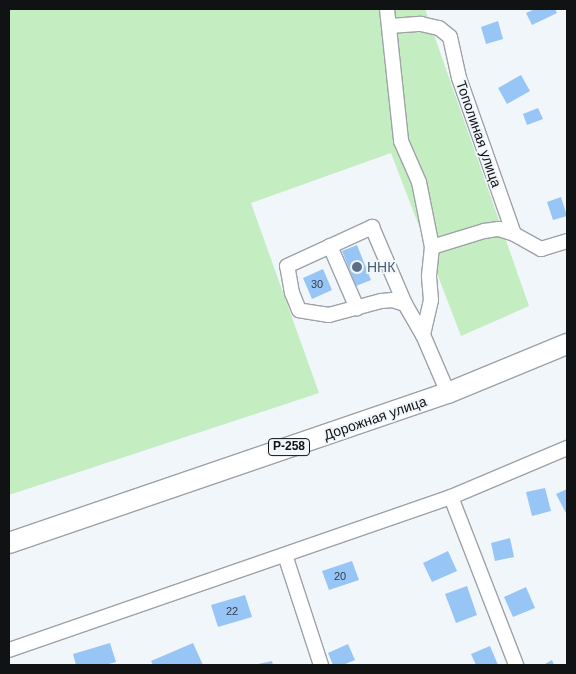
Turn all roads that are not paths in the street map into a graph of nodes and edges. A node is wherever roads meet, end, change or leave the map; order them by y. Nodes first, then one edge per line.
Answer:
1 (387, 9) edge
2 (390, 26) junction
3 (514, 234) junction
4 (567, 241) edge
5 (330, 246) junction
6 (432, 247) junction
7 (405, 304) junction
8 (357, 308) junction
9 (423, 335) junction
10 (567, 344) edge
11 (448, 393) junction
12 (567, 448) edge
13 (451, 497) junction
14 (9, 543) edge
15 (285, 554) junction
16 (9, 650) edge
17 (321, 665) edge
18 (516, 665) edge

1 - 2 street
2 - 3 street, Тополиная улица
2 - 6 street
3 - 4 street
3 - 6 street
5 - 7 street
5 - 8 street
5 - 8 street
6 - 9 street
7 - 8 street
7 - 9 street
9 - 11 street
10 - 11 highway, Дорожная улица / Р-258
11 - 14 highway, Дорожная улица / Р-258
12 - 13 street
13 - 15 street
13 - 18 street
15 - 16 street
15 - 17 street

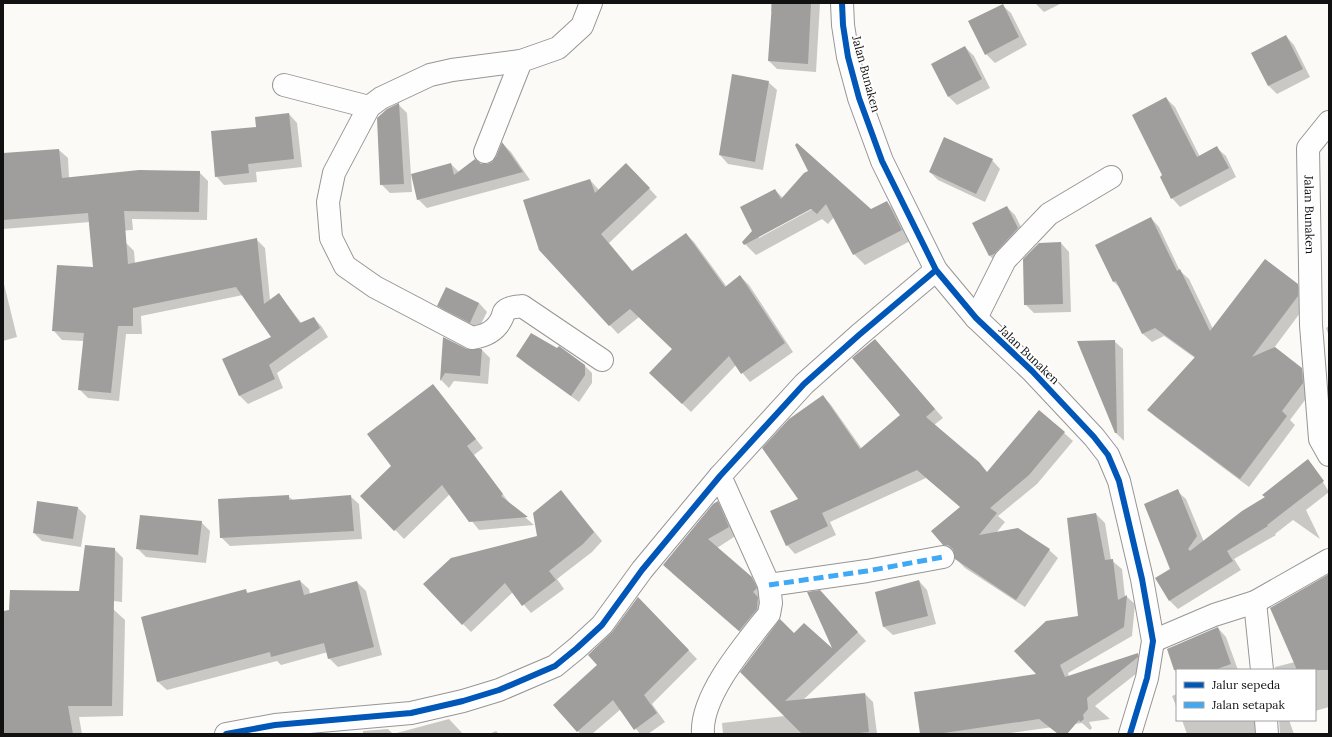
───
Problem description => An exact transcription of the listing is required, and it must contain no pictures.

Output =>
Turn all roads that are not paths in the street map into a graph of nodes and edges. A node is wherever roads meet, end, change or leave the map; order them by y. Nodes first, then one edge per line.
Answer:
1 (387, 9) edge
2 (390, 26) junction
3 (514, 234) junction
4 (567, 241) edge
5 (330, 246) junction
6 (432, 247) junction
7 (405, 304) junction
8 (357, 308) junction
9 (423, 335) junction
10 (567, 344) edge
11 (448, 393) junction
12 (567, 448) edge
13 (451, 497) junction
14 (9, 543) edge
15 (285, 554) junction
16 (9, 650) edge
17 (321, 665) edge
18 (516, 665) edge

1 - 2 street
2 - 3 street, Тополиная улица
2 - 6 street
3 - 4 street
3 - 6 street
5 - 7 street
5 - 8 street
5 - 8 street
6 - 9 street
7 - 8 street
7 - 9 street
9 - 11 street
10 - 11 highway, Дорожная улица / Р-258
11 - 14 highway, Дорожная улица / Р-258
12 - 13 street
13 - 15 street
13 - 18 street
15 - 16 street
15 - 17 street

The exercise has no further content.